*** Opening Exercise materials ***
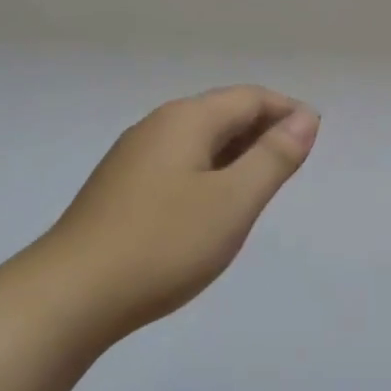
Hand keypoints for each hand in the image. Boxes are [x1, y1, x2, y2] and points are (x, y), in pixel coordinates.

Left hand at [40, 86, 318, 342]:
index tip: (316, 136)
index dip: (286, 110)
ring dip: (236, 153)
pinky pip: (178, 166)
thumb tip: (304, 118)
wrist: (74, 293)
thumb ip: (273, 158)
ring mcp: (133, 159)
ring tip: (262, 184)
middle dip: (263, 130)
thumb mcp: (232, 202)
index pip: (248, 97)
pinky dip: (209, 173)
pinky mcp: (121, 190)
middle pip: (221, 113)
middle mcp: (156, 127)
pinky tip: (214, 205)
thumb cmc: (164, 244)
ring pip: (198, 141)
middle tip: (294, 163)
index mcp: (185, 121)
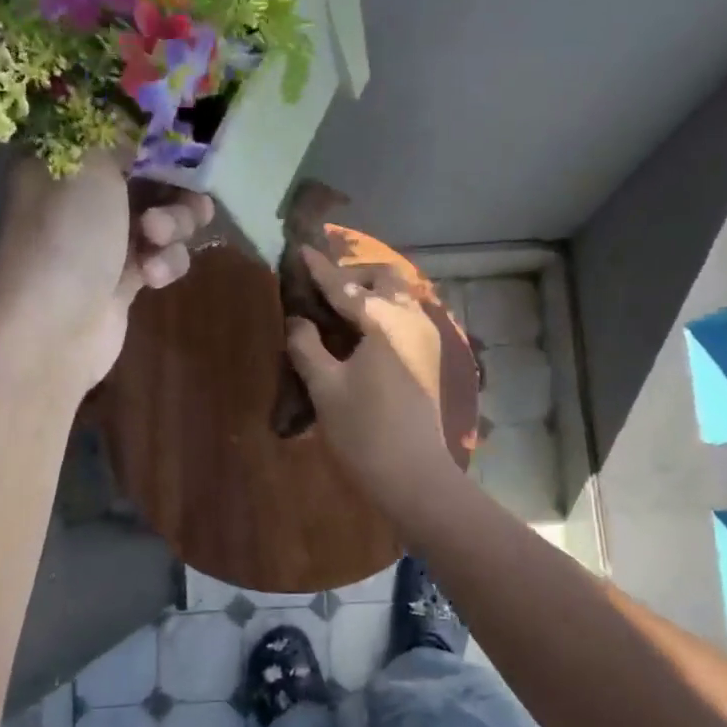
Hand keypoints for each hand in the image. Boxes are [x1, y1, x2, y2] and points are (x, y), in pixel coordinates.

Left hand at [0, 148, 212, 392]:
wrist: (54, 328)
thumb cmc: (68, 235)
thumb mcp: (92, 164)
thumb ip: (123, 132)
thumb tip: (141, 115)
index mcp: (63, 158)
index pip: (115, 128)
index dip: (154, 130)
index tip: (187, 134)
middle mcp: (83, 194)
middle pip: (150, 174)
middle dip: (174, 186)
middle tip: (186, 194)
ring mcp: (105, 237)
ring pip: (164, 216)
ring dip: (174, 226)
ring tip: (159, 239)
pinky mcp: (126, 276)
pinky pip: (162, 255)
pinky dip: (164, 263)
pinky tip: (151, 276)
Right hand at [285, 248, 455, 507]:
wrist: (413, 475)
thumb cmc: (364, 431)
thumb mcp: (325, 386)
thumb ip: (306, 346)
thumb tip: (297, 320)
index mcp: (385, 321)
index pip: (346, 287)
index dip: (320, 270)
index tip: (301, 251)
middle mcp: (412, 320)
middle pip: (385, 279)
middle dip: (354, 277)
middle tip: (323, 293)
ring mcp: (426, 339)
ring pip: (399, 298)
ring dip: (370, 295)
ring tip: (338, 312)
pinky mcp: (428, 358)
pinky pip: (404, 318)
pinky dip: (382, 314)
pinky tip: (359, 335)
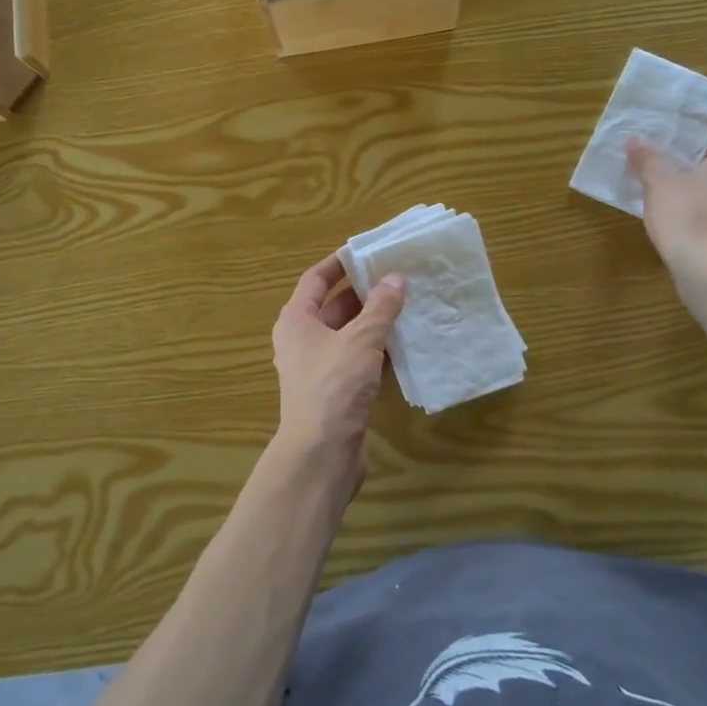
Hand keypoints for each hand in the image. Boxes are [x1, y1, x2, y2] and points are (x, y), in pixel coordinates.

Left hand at [269, 254, 405, 487]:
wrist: (322, 453)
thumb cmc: (334, 386)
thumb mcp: (360, 340)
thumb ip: (381, 307)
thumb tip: (396, 277)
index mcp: (296, 320)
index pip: (316, 279)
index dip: (339, 264)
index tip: (368, 252)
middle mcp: (303, 340)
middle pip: (334, 307)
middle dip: (365, 293)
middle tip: (399, 278)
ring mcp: (319, 368)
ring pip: (350, 336)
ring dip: (375, 324)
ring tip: (409, 306)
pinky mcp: (336, 392)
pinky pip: (359, 362)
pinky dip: (378, 353)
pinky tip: (406, 346)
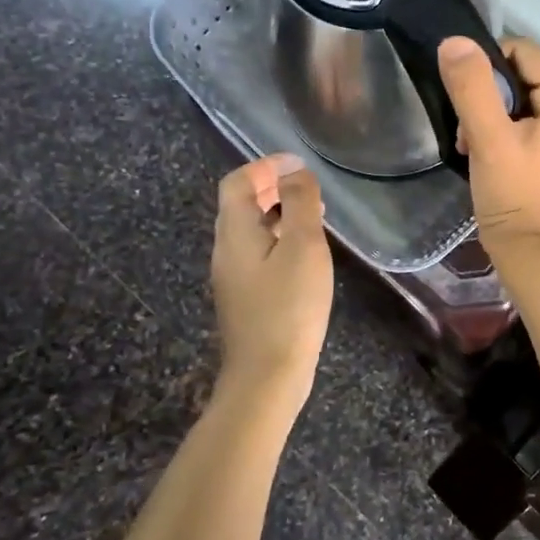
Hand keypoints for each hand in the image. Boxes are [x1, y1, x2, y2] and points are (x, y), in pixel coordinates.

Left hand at [210, 152, 334, 405]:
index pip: (237, 183)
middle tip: (306, 186)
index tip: (297, 163)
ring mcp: (234, 278)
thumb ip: (299, 203)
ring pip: (251, 231)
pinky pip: (259, 254)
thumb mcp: (302, 247)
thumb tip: (294, 172)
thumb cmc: (288, 306)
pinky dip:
*** Closing Exercise materials ***
▶ [Task]: Set all of the records down once more, letter for letter, with the images removed.

▶ [Solved problem]:
Hand keypoints for each hand in the image. Boxes are [x1, y1, x2, y2] and points are (x, y), in pixel coordinates.

Left hand at [40, 86, 318, 342]:
index tip: (316, 136)
index dip: (286, 110)
ring dip: (236, 153)
pinky pip: (178, 166)
thumb tip: (304, 118)
wrist: (74, 293)
thumb ip: (273, 158)
ring mcp: (133, 159)
ring tip: (262, 184)
middle dip: (263, 130)
thumb mcp: (232, 202)
index pip: (248, 97)
pinky dip: (209, 173)
pinky mcp: (121, 190)
middle pip: (221, 113)
middle mcp: (156, 127)
pinky tip: (214, 205)
thumb cmc: (164, 244)
ring pip: (198, 141)
middle tip: (294, 163)
index mcp: (185, 121)
Hand keypoints for each hand in the image. Boxes are [x1, y1, x2, y2] and points are (x, y), in pixel coordinates.

Left hand at [0, 148, 212, 392]:
wrist: (54, 328)
thumb cmc: (68, 235)
thumb mcp: (92, 164)
thumb ip: (123, 132)
thumb tip: (141, 115)
index mcp: (63, 158)
index pip: (115, 128)
index dip: (154, 130)
index tip: (187, 134)
middle mcp: (83, 194)
middle pip: (150, 174)
middle dip: (174, 186)
middle tip: (186, 194)
ring mcp: (105, 237)
ring pip: (164, 216)
ring dip: (174, 226)
ring tip: (159, 239)
pinky mcp: (126, 276)
pinky pip: (162, 255)
pinky dip: (164, 263)
pinky tip: (151, 276)
Right hand at [285, 248, 455, 507]:
wrist: (413, 475)
thumb cmc: (364, 431)
thumb mcp: (325, 386)
thumb ip: (306, 346)
thumb tip: (297, 320)
index mcp: (385, 321)
index pip: (346, 287)
index dip: (320, 270)
index tip: (301, 251)
middle mcp: (412, 320)
middle pip: (385, 279)
middle dip: (354, 277)
middle tip: (323, 293)
ring mcp: (426, 339)
ring pip: (399, 298)
ring dip: (370, 295)
ring tip: (338, 312)
pinky mcp: (428, 358)
pinky pip: (404, 318)
pinky dip: (382, 314)
pinky tip: (359, 335)
Hand keypoints for each hand in the image. Boxes are [x1, y1, x2, y2] and points are (x, y), in pixel coordinates.

Left hand at [269, 254, 405, 487]:
wrist: (322, 453)
thumb cmc: (334, 386)
thumb mcp: (360, 340)
thumb ip: (381, 307)
thumb tip: (396, 277)
index mcp: (296, 320)
index pip: (316, 279)
index dip: (339, 264)
index tip: (368, 252)
middle mcp: (303, 340)
middle pip: (334, 307)
middle dip: (365, 293)
middle tip: (399, 278)
ring mcp: (319, 368)
ring pip: (350, 336)
ring dip: (375, 324)
ring tip: (409, 306)
pinky mcp: (336, 392)
pinky pip: (359, 362)
pinky dip: (378, 353)
pinky tip: (406, 346)
Hand keypoints for each hand in the image. Boxes are [x1, y1, x2, y2] and points are (x, y), in pixel coordinates.

Left hand at [210, 152, 334, 405]:
index pip: (237, 183)
middle tip: (306, 186)
index tip: (297, 163)
ring mcp: (234, 278)
thumb ip: (299, 203)
ring pip: (251, 231)
pinky pip: (259, 254)
thumb mcp: (302, 247)
thumb tip: (294, 172)
thumb cmc: (288, 306)
pinky dip:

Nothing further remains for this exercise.